浮動点から世界を見つめる

「井蛙」には以って海を語るべからず、「夏虫」には以て冰を語るべからず、「曲士」には以て道を語るべからず

合理性(1) 「欲求」や「信念」はフロギストンか?

金杉武司『心の哲学入門』(12)

志向性」の話は前回で終わり。残りは、第4章「心の合理性」と第5章「心の認識」である。第4章は、1.合理性と因果性、2.消去主義、3.解釈主義、4.不合理性の節に分かれている。今回は、第2節の「消去主義」から始めよう。

 

金杉は次のように述べていた。…心脳同一説とは、「各タイプの心の状態は、特定のタイプの脳状態と同一である」と主張するものである。そうすると、信念や欲求のような心の状態(命題的態度)が、語・文法構造(構文論的構造)を持つとするならば、脳状態もまた語・文法構造(独立要素・構成規則構造=構文論的構造)を持たなければならないということになる。脳状態が、要素・規則構造を持つと言えるならば、それは心脳同一説や機能主義を支持する強い根拠となる。それでは、脳状態は実際に要素・規則構造を持つと言えるのだろうか。これについては、第4章第2節「消去主義」で詳しく扱う。(2015/11/28 志向性(3)信念や欲求は、言語のような仕方で何かを表象するのか?参照)

 

結論を先に言えば、

脳状態には構文論的構造[要素・規則構造]は見出せない。それゆえ、機能主義が考えるように、個々の命題的態度[信念や欲求]が、個々の脳状態によって実現されていると考えることはできない。

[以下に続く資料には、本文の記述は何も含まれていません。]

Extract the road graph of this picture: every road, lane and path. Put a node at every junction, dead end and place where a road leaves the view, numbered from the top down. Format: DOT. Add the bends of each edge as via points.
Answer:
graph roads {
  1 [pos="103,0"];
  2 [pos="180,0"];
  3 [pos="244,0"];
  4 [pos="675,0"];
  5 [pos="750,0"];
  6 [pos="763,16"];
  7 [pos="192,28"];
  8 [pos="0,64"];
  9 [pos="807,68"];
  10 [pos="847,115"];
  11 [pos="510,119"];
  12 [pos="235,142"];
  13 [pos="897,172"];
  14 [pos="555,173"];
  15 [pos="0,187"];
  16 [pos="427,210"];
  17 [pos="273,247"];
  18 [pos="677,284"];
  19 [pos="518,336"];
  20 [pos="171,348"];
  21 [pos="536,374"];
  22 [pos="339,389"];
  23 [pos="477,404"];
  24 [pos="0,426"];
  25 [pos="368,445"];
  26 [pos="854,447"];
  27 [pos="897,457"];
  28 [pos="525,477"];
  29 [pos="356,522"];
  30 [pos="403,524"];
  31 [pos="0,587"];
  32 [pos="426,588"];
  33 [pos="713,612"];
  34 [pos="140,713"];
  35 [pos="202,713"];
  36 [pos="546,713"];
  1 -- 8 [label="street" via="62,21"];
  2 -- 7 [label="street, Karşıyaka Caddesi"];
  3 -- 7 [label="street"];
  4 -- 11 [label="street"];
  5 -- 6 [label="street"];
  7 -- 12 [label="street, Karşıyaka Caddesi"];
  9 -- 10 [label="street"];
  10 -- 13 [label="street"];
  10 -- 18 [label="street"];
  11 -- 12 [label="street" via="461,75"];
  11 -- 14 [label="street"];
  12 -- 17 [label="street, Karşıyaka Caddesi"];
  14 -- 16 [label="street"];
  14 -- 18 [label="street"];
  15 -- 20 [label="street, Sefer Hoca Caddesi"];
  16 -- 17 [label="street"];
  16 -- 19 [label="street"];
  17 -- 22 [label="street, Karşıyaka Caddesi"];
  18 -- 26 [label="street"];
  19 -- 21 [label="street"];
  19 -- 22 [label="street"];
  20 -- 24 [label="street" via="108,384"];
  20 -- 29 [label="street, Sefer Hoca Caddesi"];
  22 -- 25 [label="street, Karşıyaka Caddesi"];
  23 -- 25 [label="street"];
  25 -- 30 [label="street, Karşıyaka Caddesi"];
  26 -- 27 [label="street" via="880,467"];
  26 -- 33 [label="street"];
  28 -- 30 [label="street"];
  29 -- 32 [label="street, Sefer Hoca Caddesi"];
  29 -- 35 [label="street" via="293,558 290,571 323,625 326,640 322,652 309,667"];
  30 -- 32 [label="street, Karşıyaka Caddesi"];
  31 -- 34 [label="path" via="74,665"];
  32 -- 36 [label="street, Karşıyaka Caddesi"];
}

そして、消去主義と呼ばれる立場では、個々の命題的態度[信念や欲求]の存在が否定されることになるという。

 

まず、脳状態には構文論的構造(要素・規則構造)は見出せないという点について。

構文論的構造とは、文脈独立的な(即ち、様々な文脈を通して共通の)構成要素が構成規則に従って組み合わされているという構造のことである。

 

われわれの脳は、膨大な数のニューロン(神経細胞)のネットワークである。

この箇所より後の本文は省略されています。